I'm trying to stream data using Apache Kafka and Spark, but I get an error in line 24 of my code saying "Cannot resolve method "createStream" in "KafkaUtils"". I also tried using KafkaUtils.createDirectStream but that didn't work either. How do I resolve this error? Below are my files that I am using
import java.util.HashMap;
import java.util.Map;
import org.apache.spark.SparkConf;
import org.apache.spark.streaming.Duration;
import org.apache.spark.streaming.api.java.JavaPairDStream;
import org.apache.spark.streaming.api.java.JavaStreamingContext;
import org.apache.spark.streaming.kafka010.KafkaUtils;
import scala.Tuple2;
public class NumbersConsumer {
public static final String BOOTSTRAP_SERVER = "localhost:9092";
public static final String GROUP_ID = "spark-group";
public static final Map<String, Integer> TOPICS = new HashMap<>();
public static final int BATCH_DURATION = 5000;
public static void main(String[] args) throws Exception {
TOPICS.put("Demo1", 1);
SparkConf sparkConf = new SparkConf().setAppName("demo");
JavaStreamingContext streamingContext = new JavaStreamingContext(sparkConf, new Duration(BATCH_DURATION));
JavaPairDStream<String, String> messages = KafkaUtils.createStream(streamingContext, BOOTSTRAP_SERVER, GROUP_ID, TOPICS);
JavaPairDStream<String, String> percentage = messages.mapToPair(
num -> new Tuple2<>("Percentage: ", num._2 + "%")
);
percentage.print();
streamingContext.start();
streamingContext.awaitTermination();
}
}
<?xml version="1.0" encoding="UTF-8"?>
<project xmlns="http://maven.apache.org/POM/4.0.0"
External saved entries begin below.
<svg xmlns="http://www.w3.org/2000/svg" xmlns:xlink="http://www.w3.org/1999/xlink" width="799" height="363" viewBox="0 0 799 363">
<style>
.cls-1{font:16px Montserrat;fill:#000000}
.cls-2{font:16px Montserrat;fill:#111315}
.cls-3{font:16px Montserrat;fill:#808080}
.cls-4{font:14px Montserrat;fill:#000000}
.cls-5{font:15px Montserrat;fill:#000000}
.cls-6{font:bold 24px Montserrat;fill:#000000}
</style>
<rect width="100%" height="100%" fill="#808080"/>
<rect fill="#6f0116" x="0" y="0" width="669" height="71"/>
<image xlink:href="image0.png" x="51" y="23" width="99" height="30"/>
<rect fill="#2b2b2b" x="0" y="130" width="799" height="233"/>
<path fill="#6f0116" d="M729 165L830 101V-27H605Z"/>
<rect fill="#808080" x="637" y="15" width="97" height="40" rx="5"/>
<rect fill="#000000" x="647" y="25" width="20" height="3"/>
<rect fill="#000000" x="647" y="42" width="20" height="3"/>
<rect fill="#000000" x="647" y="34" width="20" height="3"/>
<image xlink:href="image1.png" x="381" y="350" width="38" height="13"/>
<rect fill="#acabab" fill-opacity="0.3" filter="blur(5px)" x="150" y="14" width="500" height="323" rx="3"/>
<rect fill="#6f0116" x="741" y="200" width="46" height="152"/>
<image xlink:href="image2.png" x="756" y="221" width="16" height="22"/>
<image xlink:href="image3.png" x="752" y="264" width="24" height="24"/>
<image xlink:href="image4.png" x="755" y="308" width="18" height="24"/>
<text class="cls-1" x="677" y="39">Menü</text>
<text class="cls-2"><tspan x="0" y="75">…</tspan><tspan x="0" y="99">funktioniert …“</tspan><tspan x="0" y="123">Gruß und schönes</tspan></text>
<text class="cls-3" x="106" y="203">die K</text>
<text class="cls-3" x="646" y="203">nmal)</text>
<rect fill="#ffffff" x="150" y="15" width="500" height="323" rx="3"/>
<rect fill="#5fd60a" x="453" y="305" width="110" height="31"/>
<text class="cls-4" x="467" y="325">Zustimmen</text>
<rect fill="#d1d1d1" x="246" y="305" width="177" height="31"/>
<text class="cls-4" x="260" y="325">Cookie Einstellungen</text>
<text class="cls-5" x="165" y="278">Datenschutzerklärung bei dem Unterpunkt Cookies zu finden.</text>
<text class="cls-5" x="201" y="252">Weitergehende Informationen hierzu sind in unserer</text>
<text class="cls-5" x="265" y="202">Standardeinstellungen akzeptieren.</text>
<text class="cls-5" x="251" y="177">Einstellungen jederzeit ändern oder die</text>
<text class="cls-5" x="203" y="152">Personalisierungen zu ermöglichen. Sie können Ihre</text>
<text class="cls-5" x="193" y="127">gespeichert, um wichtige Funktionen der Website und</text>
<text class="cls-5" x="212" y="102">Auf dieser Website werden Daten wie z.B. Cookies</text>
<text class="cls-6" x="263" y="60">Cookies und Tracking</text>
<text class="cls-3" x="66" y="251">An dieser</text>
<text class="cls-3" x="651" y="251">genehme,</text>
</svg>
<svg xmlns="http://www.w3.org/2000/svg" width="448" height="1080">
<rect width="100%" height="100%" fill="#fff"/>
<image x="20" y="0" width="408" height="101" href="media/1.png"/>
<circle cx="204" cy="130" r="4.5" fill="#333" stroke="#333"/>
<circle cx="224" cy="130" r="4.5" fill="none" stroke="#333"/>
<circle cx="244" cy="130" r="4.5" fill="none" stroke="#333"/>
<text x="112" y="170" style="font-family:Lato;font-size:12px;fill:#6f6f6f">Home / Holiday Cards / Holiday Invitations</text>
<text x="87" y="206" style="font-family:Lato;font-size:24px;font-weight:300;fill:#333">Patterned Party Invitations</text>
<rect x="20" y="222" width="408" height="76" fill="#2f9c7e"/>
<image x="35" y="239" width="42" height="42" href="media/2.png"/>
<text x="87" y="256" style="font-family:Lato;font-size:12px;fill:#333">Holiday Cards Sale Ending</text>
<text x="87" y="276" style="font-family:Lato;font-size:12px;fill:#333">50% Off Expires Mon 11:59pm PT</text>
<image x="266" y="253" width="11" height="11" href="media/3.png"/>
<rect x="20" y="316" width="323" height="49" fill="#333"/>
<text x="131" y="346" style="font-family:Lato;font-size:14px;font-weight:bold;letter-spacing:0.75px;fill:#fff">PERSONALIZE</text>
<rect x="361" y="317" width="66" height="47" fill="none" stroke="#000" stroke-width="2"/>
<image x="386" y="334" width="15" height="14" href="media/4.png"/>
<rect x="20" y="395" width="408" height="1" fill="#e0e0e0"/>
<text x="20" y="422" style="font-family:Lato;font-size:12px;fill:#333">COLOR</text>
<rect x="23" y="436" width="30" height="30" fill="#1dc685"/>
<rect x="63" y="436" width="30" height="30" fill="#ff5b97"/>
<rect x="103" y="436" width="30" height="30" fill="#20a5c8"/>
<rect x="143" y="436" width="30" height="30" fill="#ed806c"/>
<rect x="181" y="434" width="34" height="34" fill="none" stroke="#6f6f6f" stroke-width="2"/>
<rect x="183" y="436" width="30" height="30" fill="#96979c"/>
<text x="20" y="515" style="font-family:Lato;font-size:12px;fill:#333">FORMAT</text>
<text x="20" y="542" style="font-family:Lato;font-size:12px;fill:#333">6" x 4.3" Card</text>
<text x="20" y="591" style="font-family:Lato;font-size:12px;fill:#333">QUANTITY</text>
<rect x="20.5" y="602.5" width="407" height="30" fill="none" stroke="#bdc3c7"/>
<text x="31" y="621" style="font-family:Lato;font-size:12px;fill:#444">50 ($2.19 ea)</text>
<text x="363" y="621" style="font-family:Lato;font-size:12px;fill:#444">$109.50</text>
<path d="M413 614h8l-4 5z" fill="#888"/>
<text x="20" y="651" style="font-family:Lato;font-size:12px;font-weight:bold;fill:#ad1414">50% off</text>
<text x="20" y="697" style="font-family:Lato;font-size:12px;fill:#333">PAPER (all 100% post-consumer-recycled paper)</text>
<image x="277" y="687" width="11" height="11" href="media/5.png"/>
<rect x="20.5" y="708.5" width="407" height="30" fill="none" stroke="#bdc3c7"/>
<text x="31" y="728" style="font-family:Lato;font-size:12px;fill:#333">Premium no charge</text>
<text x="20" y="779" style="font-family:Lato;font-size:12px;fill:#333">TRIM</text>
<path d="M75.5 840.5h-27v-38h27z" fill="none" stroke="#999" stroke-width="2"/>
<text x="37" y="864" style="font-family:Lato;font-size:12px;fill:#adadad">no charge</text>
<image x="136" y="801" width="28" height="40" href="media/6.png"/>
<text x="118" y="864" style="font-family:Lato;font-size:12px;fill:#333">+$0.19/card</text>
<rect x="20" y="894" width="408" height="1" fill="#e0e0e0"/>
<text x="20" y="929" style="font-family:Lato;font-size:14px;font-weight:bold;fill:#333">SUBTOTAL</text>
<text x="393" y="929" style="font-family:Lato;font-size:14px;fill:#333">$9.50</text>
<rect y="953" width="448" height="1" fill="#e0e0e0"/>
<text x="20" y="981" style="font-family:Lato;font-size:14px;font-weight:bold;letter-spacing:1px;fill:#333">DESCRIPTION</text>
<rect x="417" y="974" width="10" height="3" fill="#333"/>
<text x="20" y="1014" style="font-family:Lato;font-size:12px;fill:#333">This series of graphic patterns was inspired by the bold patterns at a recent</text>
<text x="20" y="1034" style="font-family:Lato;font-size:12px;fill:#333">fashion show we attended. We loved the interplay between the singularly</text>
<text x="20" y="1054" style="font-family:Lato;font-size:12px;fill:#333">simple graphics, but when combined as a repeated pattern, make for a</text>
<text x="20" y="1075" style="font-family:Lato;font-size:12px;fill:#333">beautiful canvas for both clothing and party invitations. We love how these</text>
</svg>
xmlns:xsi="http://www.w3.org/2001/XMLSchema-instance"
xsi:schemaLocation="http://maven.apache.org/POM/4.0.0 http://maven.apache.org/xsd/maven-4.0.0.xsd">
<modelVersion>4.0.0</modelVersion>
<groupId>org.example</groupId>
<artifactId>testVideoKafka</artifactId>
<version>1.0-SNAPSHOT</version>
<dependencies>
<dependency>
<groupId>org.apache.spark</groupId>
<artifactId>spark-streaming_2.13</artifactId>
<version>3.3.1</version>
</dependency>
<dependency>
<groupId>org.apache.spark</groupId>
<artifactId>spark-core_2.13</artifactId>
<version>3.3.1</version>
<scope>provided</scope>
</dependency>
<dependency>
<groupId>org.apache.spark</groupId>
<artifactId>spark-streaming-kafka-0-10_2.13</artifactId>
<version>3.3.1</version>
<scope>provided</scope>
</dependency>
<dependency>
<groupId>org.apache.kafka</groupId>
<artifactId>kafka-clients</artifactId>
<version>3.3.1</version>
</dependency>
</dependencies>
<properties>
<maven.compiler.source>17</maven.compiler.source>
<maven.compiler.target>17</maven.compiler.target>
<project.build.sourceEncoding>UTF-8</project.build.sourceEncoding>
</properties>
</project>
You need to remove provided
scope from streaming-kafka dependency.
You should add it to plain spark-steaming dependency instead.
Note from docs
Do not manually add dependencies on org.apache.kafka artifacts (e.g.
kafka-clients
)
So remove that.
createDirectStream
is correct - https://spark.apache.org/docs/latest/streaming-kafka-0-10-integration.html
Also, Spark Streaming module for Kafka is largely considered deprecated, with Structured Streaming suggested instead (spark-sql-kafka-0-10
)